Virtualization And Simulation Language
Virtualization and Simulation Language (VSL) is a domain-specific language used to describe simulation models for the SV Lab. It is an ECMA6 with JSX and Flow extensions. It extends the ECMA6 language with constructs representing the SV Lab domain model in a human readable format. A specialized compiler creates an SV Lab domain model by injecting additional code into the VSL source, transpiling it into ECMA5, and running the resulting code in a Java environment. The resulting domain model is used by the SV Lab server as a base for the virtual service simulation.
There are 3 basic types of files in a SV Lab module, representing 3 different aspects of virtual service behavior:
- Service interface exposing one or multiple operations
- Service model comprised of one or more service scenarios
- Application model comprised of one or more application scenarios
Each virtual service has a service interface describing a set of operations that it exposes. A service interface is used inside a service model class to define a sequence of incoming and outgoing virtual service messages.
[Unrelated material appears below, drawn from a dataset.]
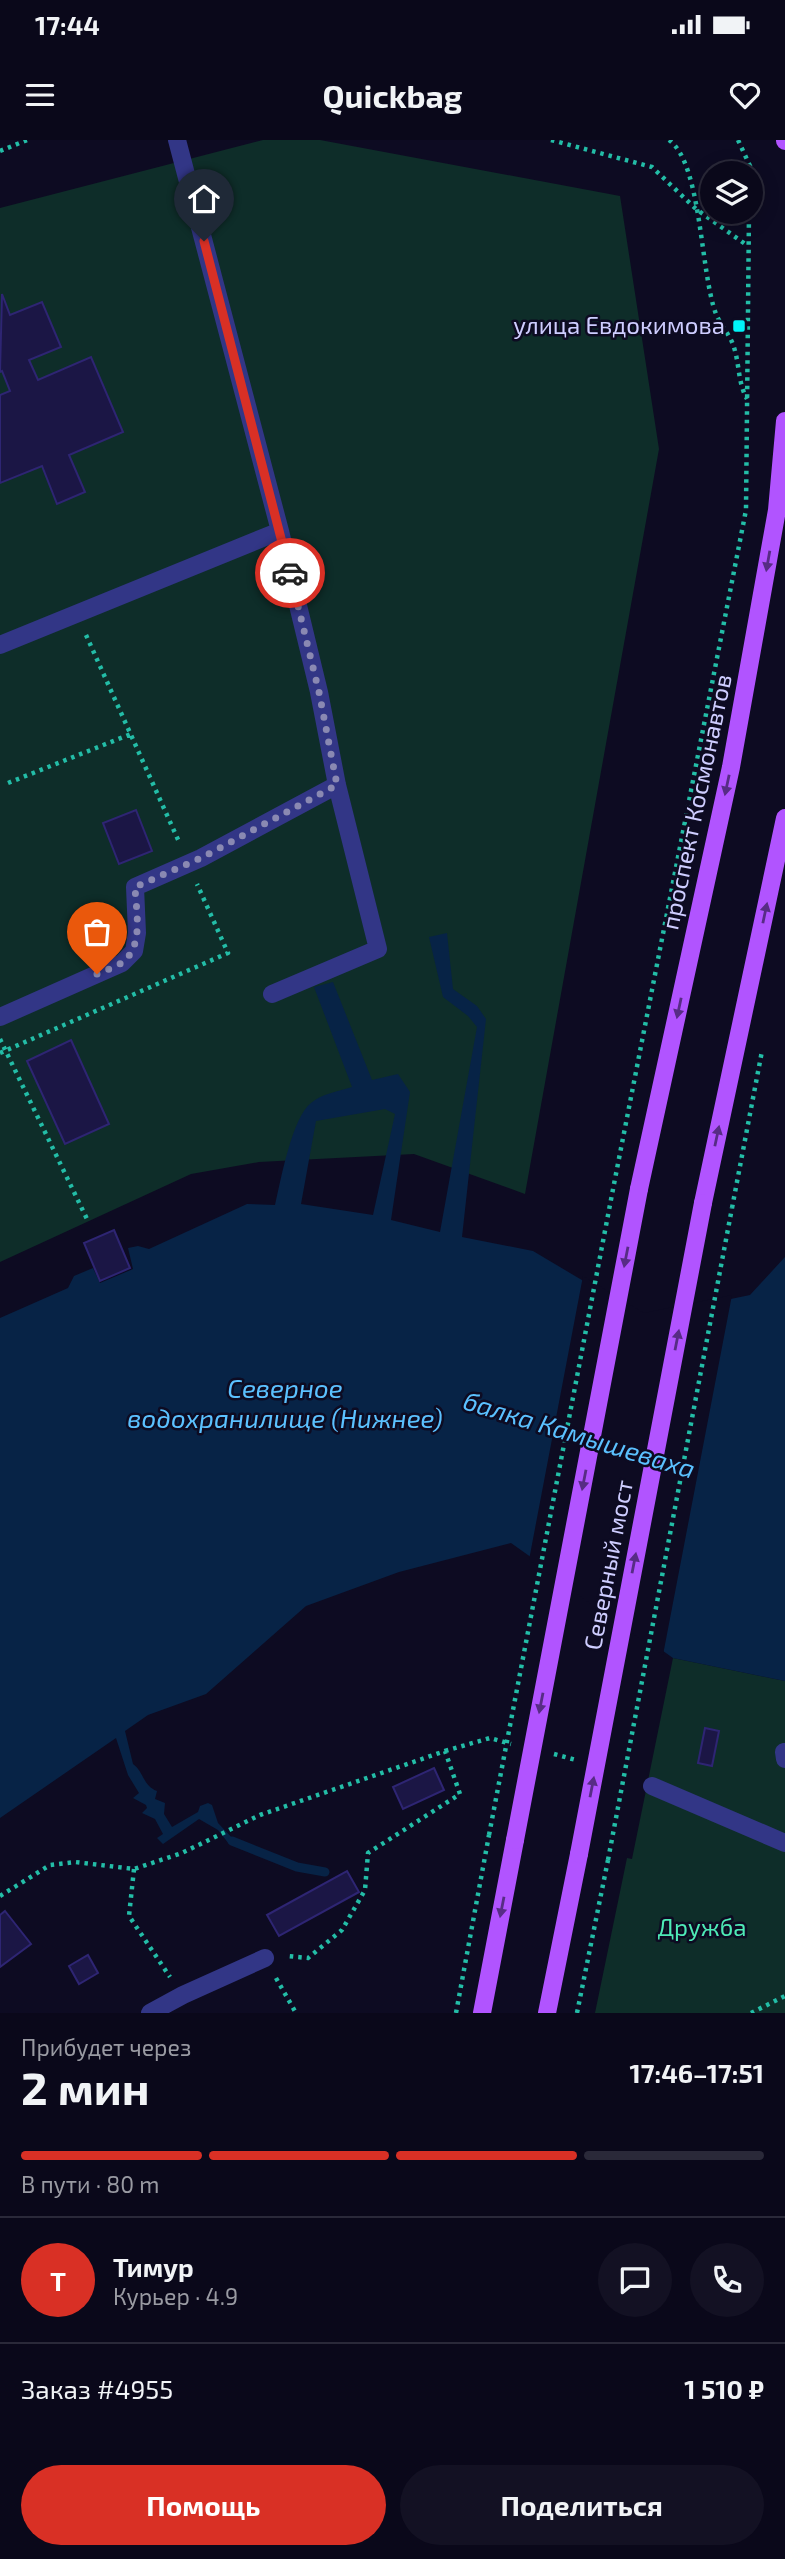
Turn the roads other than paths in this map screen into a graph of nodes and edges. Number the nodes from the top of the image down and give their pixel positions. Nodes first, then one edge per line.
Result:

You can use the generic built-in service interface (there is one per protocol), or create a custom one to include additional operations by extending one of the built-in generic service interface classes:
For details, see Service interfaces.
A service model file is associated with a single virtual service and describes its behavior (but not its interface or contract). Inside a service model file, you can define one or more service scenarios. Each service scenario defines a sequence of incoming and outgoing virtual service messages, as well as data relations between the calls. A virtual service is available from within a service model through a service interface.
For details, see Service models.
The application model is the highest level of abstraction. It contains application scenarios which are entry points for running the simulation usign the SV Lab server API.
Application scenarios make it possible to orchestrate multiple virtual services in a single test. If you do not need to run multiple services, your application scenario can follow the minimal application model.
For details, see Application models.